[DATASET CONTENT]:

══════════════════════════════

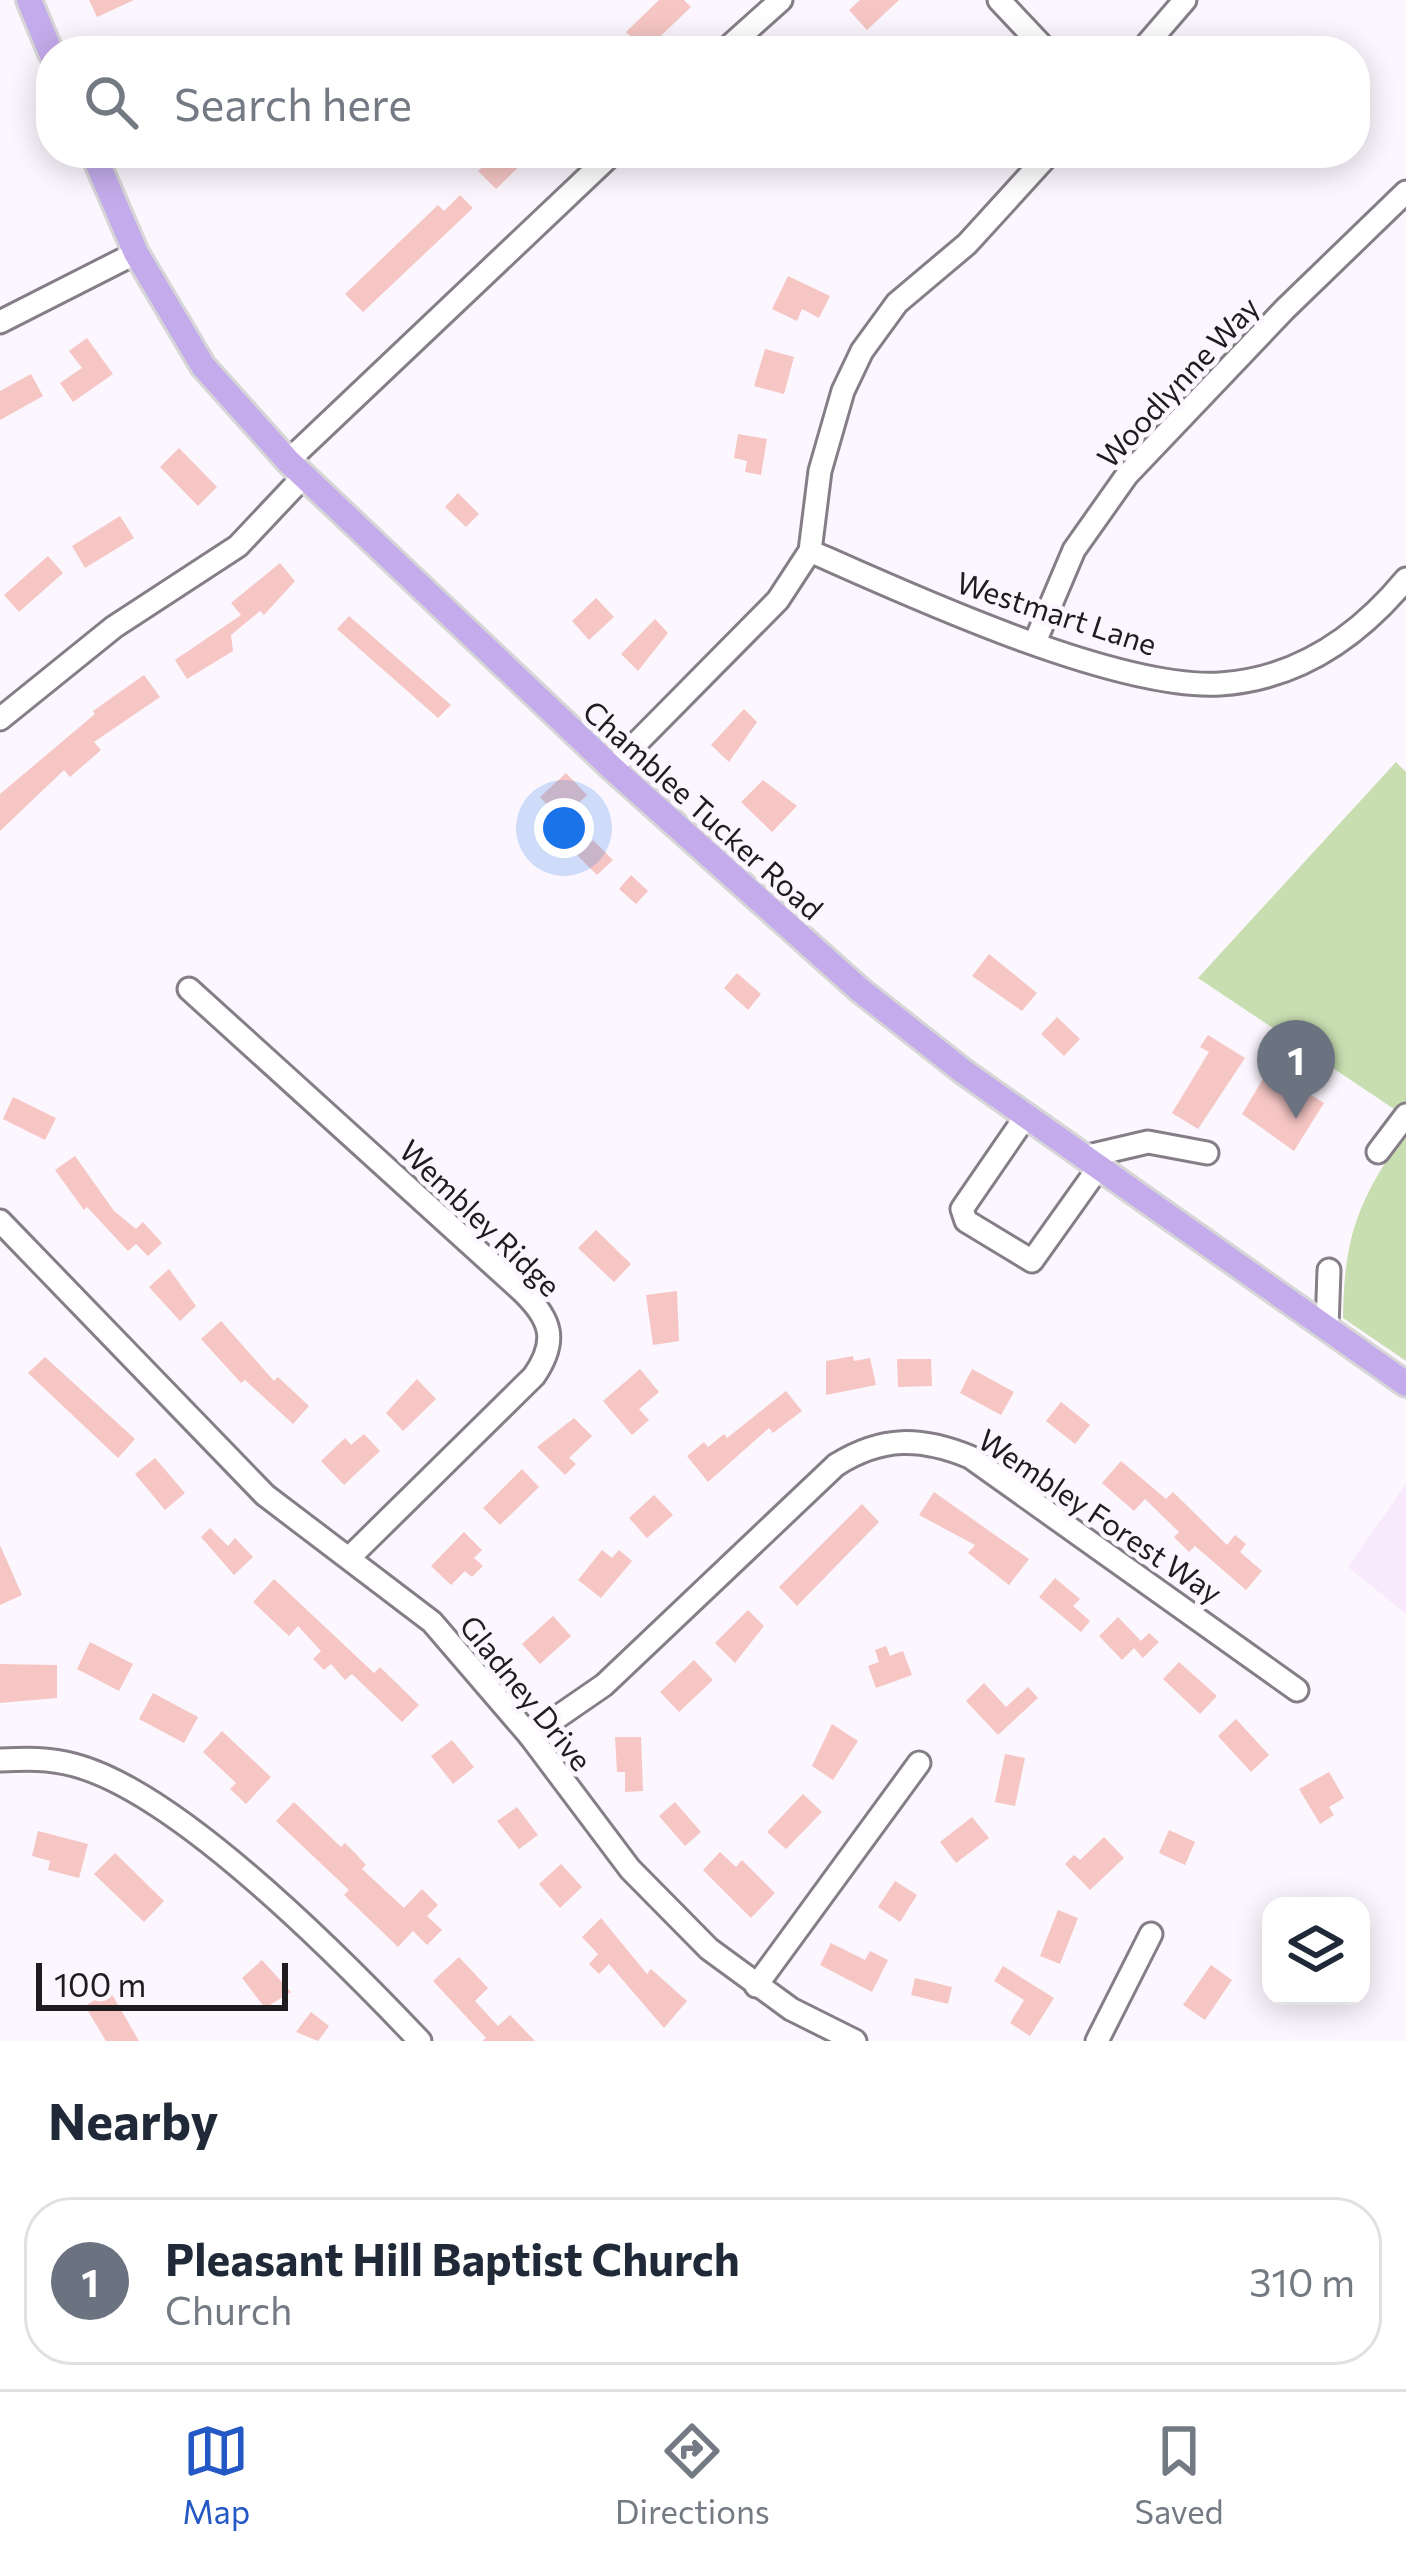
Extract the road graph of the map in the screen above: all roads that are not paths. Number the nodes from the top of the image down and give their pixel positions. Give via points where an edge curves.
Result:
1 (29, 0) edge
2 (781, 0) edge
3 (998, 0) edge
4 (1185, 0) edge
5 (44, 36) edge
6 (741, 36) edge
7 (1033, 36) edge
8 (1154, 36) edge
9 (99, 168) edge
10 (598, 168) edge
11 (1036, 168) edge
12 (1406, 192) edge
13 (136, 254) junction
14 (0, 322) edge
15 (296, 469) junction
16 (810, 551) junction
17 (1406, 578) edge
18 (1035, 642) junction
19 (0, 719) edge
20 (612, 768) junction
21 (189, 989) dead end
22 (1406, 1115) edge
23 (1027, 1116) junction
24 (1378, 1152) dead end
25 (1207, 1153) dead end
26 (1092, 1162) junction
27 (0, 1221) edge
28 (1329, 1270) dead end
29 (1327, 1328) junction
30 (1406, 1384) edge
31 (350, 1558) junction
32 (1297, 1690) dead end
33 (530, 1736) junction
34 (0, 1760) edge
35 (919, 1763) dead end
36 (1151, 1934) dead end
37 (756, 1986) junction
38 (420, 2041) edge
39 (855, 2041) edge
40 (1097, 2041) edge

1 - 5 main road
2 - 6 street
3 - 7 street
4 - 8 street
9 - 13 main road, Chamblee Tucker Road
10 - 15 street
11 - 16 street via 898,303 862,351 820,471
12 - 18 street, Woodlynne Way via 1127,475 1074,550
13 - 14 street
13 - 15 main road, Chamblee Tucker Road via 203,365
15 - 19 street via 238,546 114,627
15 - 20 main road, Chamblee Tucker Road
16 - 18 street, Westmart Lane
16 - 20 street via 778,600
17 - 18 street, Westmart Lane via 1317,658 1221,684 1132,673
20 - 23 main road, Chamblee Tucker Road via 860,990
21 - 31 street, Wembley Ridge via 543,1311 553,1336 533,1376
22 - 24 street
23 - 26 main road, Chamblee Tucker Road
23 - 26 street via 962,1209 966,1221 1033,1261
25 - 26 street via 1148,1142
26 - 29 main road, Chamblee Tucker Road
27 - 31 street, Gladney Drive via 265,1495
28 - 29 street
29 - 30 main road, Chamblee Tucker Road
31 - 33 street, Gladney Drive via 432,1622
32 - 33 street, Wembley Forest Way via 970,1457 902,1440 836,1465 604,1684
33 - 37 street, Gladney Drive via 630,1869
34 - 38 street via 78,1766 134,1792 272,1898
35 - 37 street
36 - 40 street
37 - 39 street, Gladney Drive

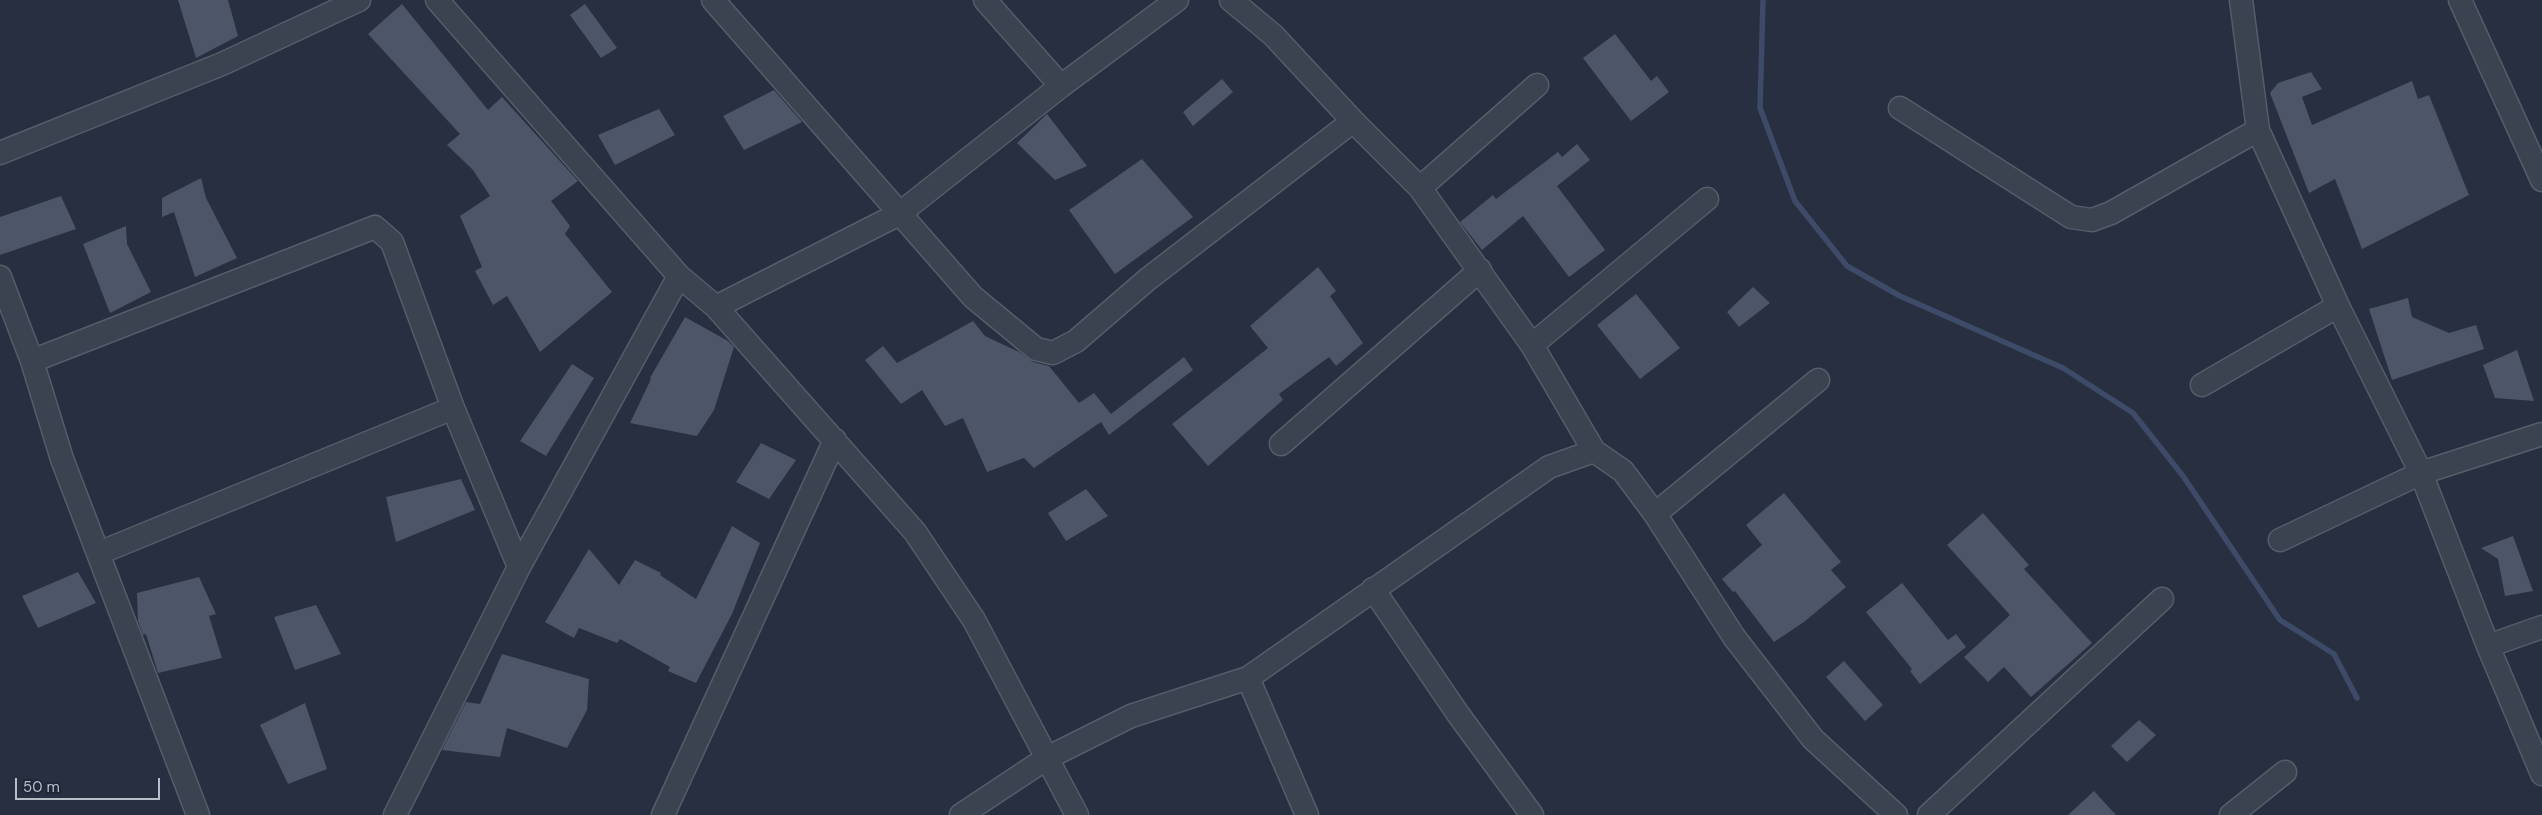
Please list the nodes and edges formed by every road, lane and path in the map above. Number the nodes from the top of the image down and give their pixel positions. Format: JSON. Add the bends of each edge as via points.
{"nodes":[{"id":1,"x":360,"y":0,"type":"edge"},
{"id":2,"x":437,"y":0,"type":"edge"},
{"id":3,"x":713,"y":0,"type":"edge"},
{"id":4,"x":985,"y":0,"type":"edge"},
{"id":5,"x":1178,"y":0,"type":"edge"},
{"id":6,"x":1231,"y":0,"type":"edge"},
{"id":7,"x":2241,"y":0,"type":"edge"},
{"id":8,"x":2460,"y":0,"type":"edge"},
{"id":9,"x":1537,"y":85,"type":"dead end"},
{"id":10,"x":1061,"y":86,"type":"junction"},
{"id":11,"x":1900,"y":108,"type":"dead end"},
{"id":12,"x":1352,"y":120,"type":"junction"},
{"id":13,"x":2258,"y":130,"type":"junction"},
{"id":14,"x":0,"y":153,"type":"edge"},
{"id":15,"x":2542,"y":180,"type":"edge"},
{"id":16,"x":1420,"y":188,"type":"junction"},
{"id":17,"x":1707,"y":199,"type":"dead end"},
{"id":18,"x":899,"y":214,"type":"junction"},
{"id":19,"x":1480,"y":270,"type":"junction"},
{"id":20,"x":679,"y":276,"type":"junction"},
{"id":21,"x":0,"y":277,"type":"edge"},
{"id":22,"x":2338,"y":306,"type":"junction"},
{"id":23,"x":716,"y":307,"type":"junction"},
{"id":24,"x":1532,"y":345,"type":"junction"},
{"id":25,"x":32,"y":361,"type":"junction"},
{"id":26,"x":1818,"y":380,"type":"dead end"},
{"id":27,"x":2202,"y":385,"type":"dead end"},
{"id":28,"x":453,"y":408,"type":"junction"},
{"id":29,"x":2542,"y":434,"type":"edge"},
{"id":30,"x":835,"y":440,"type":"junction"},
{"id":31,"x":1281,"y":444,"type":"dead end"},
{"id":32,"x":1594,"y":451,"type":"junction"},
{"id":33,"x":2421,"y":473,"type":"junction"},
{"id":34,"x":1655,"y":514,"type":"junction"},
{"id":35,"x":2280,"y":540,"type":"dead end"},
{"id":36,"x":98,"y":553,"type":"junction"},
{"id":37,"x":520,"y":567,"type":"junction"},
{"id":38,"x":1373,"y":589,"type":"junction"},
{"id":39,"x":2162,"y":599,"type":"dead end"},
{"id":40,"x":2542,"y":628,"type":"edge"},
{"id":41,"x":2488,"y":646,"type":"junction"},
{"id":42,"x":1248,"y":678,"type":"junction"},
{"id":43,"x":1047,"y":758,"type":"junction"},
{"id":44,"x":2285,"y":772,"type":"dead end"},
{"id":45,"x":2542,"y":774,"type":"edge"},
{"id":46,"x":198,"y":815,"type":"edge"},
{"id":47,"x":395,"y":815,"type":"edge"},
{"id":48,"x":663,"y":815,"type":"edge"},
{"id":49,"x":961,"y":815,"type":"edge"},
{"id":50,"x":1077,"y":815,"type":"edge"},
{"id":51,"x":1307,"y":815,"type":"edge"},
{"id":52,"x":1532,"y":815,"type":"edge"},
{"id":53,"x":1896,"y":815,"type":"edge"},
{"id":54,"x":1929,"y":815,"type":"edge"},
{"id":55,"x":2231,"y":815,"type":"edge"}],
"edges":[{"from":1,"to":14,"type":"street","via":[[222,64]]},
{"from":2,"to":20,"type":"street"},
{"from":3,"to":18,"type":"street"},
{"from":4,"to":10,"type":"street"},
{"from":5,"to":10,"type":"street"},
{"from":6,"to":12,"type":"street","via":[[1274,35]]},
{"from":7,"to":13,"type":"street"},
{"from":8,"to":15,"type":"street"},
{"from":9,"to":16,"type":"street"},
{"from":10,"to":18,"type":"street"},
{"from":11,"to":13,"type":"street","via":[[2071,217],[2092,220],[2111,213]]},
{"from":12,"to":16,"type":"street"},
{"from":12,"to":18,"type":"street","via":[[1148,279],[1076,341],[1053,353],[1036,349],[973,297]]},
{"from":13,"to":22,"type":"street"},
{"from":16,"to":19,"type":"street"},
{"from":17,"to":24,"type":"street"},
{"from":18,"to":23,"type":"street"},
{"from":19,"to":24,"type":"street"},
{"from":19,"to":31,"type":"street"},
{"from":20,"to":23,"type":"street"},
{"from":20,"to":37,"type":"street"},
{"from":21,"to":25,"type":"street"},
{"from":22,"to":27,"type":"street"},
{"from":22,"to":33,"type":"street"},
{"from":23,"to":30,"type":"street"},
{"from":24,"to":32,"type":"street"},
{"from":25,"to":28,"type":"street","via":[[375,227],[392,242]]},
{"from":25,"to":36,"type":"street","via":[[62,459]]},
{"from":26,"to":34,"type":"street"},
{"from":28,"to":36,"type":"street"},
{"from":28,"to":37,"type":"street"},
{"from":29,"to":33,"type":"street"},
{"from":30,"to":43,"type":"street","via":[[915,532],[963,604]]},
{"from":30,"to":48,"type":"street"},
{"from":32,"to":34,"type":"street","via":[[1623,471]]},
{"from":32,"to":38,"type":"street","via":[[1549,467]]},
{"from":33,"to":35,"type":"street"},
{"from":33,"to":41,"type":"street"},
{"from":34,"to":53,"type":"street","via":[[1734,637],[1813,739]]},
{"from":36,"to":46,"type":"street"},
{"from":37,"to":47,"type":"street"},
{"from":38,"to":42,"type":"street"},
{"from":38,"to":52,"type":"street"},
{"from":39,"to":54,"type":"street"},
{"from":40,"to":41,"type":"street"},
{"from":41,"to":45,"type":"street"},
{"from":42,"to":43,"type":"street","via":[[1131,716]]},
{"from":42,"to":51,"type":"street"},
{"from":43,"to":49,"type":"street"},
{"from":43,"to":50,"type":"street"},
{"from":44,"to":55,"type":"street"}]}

══════════════════════════════

[WHAT THE TASK ASKS]: All lines holding the word "their" must be copied from the data.

[RESULT]:
Extract the road graph of the map in the screen above: all roads that are not paths. Number the nodes from the top of the image down and give their pixel positions. Give via points where an edge curves.
Please list the nodes and edges formed by every road, lane and path in the map above. Number the nodes from the top of the image down and give their pixel positions. Format: JSON. Add the bends of each edge as via points.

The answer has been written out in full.